Lambda Architecture-Based Big Data System for Large-Scale Targeted Social Engineering Email Detection


Demirezen, Ph.D. M. U., Navruz T. S.

INTERNATIONAL JOURNAL OF INFORMATION SECURITY SCIENCE, cilt.12, sa.3, ss.29-59, 2023 (Hakemli Dergi) identifier

Özet

In this research, we delve deep into the realm of Targeted Social Engineering Email Detection, presenting a novel approach that harnesses the power of Lambda Architecture (LA). Our innovative methodology strategically segments the BERT model into two distinct components: the embedding generator and the classification segment. This segmentation not only optimizes resource consumption but also improves system efficiency, making it a pioneering step in the field. Our empirical findings, derived from a rigorous comparison between the fastText and BERT models, underscore the superior performance of the latter. Specifically, The BERT model has high precision rates for identifying malicious and benign emails, with impressive recall values and F1 scores. Its overall accuracy rate was 0.9988, with a Matthews Correlation Coefficient value of 0.9978. In comparison, the fastText model showed lower precision rates. Leveraging principles reminiscent of the Lambda architecture, our study delves into the performance dynamics of data processing models. The Separated-BERT (Sep-BERT) model emerges as a robust contender, adept at managing both real-time (stream) and large-scale (batch) data processing. Compared to the traditional BERT, Sep-BERT showcased superior efficiency, with reduced memory and CPU consumption across diverse email sizes and ingestion rates.
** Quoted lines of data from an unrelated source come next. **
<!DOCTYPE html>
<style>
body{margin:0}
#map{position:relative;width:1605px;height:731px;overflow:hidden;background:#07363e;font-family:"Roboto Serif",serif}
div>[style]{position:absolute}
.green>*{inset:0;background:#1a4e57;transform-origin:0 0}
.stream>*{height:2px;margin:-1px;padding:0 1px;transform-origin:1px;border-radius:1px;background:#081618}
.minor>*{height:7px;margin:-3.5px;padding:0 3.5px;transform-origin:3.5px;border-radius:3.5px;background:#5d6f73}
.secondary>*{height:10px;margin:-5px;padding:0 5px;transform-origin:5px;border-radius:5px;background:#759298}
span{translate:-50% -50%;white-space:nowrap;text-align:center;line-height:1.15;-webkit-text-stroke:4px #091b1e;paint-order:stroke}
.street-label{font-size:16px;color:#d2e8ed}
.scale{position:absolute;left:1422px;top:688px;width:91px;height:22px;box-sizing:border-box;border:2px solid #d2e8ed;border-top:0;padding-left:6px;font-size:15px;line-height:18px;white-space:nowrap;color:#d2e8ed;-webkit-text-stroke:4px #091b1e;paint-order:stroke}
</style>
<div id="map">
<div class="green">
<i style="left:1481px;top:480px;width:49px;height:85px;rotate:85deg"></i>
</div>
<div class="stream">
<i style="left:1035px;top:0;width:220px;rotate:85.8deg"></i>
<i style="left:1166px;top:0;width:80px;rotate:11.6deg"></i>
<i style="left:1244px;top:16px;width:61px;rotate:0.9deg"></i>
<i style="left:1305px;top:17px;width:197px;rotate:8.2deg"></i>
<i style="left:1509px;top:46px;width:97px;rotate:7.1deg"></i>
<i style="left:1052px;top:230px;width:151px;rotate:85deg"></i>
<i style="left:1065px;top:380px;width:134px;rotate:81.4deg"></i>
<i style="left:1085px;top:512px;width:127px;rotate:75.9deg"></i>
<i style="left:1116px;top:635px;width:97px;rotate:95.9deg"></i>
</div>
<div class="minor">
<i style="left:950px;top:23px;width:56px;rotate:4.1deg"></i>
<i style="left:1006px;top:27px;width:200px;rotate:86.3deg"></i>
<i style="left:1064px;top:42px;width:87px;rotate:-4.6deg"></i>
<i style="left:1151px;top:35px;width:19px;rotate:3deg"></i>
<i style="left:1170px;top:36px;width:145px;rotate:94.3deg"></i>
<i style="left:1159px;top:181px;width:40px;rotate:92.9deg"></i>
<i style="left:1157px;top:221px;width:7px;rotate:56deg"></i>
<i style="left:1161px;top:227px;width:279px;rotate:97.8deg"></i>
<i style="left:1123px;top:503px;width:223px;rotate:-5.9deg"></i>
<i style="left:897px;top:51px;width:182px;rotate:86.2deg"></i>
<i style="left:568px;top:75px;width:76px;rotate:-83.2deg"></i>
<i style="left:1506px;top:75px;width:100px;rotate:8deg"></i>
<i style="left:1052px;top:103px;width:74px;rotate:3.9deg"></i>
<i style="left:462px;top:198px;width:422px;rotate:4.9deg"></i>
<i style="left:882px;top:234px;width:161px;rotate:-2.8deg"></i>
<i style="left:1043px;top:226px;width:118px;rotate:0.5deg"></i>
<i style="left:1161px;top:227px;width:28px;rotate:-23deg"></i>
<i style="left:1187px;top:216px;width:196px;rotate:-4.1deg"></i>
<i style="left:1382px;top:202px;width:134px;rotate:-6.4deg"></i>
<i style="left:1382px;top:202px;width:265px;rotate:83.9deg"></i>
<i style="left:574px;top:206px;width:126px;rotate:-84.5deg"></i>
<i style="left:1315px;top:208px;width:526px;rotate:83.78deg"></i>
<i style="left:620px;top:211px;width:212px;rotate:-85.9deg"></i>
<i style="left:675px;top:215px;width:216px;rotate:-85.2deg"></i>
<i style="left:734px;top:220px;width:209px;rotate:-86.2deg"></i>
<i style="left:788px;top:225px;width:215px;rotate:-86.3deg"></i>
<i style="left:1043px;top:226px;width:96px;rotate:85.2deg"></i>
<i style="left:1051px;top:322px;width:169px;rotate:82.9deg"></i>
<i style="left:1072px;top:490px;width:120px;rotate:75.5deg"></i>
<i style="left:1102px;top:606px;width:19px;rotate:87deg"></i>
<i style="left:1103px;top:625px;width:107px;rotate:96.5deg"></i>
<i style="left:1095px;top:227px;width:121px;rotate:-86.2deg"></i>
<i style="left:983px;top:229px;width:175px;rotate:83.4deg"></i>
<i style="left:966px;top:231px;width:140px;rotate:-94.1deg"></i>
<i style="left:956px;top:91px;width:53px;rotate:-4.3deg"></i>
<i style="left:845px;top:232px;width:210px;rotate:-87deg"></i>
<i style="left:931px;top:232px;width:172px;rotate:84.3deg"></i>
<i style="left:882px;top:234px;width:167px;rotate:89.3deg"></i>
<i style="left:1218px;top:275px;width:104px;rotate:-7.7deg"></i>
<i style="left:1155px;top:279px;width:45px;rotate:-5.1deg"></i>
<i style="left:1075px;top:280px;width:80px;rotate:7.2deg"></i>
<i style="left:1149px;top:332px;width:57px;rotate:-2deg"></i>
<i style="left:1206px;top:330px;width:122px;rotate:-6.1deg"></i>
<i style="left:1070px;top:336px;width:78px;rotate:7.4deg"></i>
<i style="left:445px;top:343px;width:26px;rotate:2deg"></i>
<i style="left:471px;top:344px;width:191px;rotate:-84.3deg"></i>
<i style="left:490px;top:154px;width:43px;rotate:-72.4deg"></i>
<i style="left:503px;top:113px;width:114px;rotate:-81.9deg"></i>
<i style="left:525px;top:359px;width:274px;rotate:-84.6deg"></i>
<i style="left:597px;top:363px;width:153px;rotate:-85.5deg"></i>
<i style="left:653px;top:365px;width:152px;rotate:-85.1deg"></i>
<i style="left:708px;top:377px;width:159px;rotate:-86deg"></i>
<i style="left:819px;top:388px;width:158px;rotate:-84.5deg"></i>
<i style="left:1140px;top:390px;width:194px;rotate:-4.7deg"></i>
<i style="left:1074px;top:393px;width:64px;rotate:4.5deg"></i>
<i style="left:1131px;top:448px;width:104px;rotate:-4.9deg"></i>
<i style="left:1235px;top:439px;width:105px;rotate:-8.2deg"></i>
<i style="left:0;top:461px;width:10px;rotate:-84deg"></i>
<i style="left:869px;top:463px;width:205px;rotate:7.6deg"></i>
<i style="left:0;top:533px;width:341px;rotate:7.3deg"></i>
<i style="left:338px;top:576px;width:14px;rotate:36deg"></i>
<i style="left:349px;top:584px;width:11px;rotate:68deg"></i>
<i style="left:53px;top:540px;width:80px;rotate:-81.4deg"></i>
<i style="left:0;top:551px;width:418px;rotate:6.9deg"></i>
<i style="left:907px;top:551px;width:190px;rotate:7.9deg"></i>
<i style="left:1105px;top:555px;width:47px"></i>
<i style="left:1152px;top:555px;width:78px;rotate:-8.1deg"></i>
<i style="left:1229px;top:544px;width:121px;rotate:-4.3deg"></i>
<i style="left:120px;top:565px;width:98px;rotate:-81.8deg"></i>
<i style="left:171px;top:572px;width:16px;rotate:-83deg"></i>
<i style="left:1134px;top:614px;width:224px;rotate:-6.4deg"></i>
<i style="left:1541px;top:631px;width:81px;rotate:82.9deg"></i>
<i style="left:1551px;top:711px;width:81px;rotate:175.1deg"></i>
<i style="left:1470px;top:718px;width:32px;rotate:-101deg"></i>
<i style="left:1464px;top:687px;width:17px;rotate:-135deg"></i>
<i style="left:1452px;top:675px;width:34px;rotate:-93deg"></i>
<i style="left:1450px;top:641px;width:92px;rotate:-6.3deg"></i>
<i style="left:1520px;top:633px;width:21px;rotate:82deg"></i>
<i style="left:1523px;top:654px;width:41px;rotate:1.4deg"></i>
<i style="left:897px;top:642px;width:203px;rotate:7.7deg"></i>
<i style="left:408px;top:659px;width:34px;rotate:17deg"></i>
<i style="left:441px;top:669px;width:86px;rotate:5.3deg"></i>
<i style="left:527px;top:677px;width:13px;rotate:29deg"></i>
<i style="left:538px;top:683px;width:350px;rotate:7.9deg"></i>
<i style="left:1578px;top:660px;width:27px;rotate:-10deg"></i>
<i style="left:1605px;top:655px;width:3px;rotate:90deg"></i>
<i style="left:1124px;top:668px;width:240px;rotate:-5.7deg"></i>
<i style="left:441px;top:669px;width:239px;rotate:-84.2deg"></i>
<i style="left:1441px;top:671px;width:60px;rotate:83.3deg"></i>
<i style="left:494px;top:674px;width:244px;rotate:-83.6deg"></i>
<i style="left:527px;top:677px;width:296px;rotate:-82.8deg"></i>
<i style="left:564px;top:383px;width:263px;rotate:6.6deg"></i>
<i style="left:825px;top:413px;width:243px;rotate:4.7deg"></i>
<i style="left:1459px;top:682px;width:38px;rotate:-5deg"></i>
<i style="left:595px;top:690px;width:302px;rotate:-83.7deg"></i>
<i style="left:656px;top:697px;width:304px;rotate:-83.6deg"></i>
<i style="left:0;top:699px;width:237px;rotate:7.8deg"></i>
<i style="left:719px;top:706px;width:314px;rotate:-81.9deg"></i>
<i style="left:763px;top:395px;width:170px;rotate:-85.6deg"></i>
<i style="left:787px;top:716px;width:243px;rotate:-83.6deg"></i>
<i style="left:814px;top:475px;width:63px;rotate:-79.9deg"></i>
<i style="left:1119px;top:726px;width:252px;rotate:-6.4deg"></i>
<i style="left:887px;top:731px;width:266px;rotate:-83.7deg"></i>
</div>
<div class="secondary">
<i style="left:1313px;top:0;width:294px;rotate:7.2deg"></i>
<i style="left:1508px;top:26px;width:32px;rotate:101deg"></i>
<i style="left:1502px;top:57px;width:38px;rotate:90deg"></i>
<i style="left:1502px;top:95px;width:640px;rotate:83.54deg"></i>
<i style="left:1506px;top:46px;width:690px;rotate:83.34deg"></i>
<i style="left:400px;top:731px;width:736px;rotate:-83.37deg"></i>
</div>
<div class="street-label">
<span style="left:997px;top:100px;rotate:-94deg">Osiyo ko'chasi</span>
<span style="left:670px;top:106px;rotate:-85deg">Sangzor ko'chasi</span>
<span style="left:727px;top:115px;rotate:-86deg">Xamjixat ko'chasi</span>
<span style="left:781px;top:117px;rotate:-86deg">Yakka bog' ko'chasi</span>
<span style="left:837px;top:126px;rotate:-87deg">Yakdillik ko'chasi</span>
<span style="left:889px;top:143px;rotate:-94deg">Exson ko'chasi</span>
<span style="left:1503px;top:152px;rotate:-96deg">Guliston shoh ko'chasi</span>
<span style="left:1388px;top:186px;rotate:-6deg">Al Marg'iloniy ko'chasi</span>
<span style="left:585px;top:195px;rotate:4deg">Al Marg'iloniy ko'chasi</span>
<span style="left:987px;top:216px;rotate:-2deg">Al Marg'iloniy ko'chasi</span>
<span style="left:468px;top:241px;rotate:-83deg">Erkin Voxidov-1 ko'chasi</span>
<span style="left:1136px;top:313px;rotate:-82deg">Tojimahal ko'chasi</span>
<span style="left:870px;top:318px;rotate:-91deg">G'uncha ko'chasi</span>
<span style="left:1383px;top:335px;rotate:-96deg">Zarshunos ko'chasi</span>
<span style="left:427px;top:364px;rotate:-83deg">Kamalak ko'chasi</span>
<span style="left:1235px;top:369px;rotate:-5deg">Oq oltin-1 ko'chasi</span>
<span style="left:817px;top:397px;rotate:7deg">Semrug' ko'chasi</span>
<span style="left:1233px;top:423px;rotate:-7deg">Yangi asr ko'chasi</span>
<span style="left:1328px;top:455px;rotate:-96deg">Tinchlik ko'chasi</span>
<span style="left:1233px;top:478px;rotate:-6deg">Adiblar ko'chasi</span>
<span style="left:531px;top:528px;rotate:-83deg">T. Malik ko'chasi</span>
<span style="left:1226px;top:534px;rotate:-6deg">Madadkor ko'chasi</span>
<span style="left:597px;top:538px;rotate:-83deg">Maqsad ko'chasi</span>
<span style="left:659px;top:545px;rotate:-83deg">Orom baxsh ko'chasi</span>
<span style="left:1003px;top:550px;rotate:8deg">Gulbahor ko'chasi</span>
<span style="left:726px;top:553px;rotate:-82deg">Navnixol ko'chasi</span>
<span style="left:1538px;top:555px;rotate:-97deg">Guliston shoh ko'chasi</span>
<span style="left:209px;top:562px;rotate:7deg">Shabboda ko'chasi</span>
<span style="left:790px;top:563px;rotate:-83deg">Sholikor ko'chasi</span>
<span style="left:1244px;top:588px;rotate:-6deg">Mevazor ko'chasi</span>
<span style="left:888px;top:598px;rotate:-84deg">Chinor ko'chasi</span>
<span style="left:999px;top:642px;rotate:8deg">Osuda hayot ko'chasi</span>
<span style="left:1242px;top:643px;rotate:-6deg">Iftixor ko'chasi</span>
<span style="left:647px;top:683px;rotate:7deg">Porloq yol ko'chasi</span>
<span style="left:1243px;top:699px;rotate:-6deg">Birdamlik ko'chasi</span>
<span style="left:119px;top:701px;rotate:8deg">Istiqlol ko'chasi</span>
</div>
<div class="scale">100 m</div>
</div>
This efficiency, combined with rapid inference times, positions Sep-BERT as a scalable and cost-effective solution, aligning well with the demands of Lambda- inspired architectures. This study marks a significant step forward in the fields of big data and cybersecurity. By introducing a novel methodology and demonstrating its efficacy in detecting targeted social engineering emails, we not only advance the state of knowledge in these domains but also lay a robust foundation for future research endeavors, emphasizing the transformative potential of integrating advanced big data frameworks with machine learning models.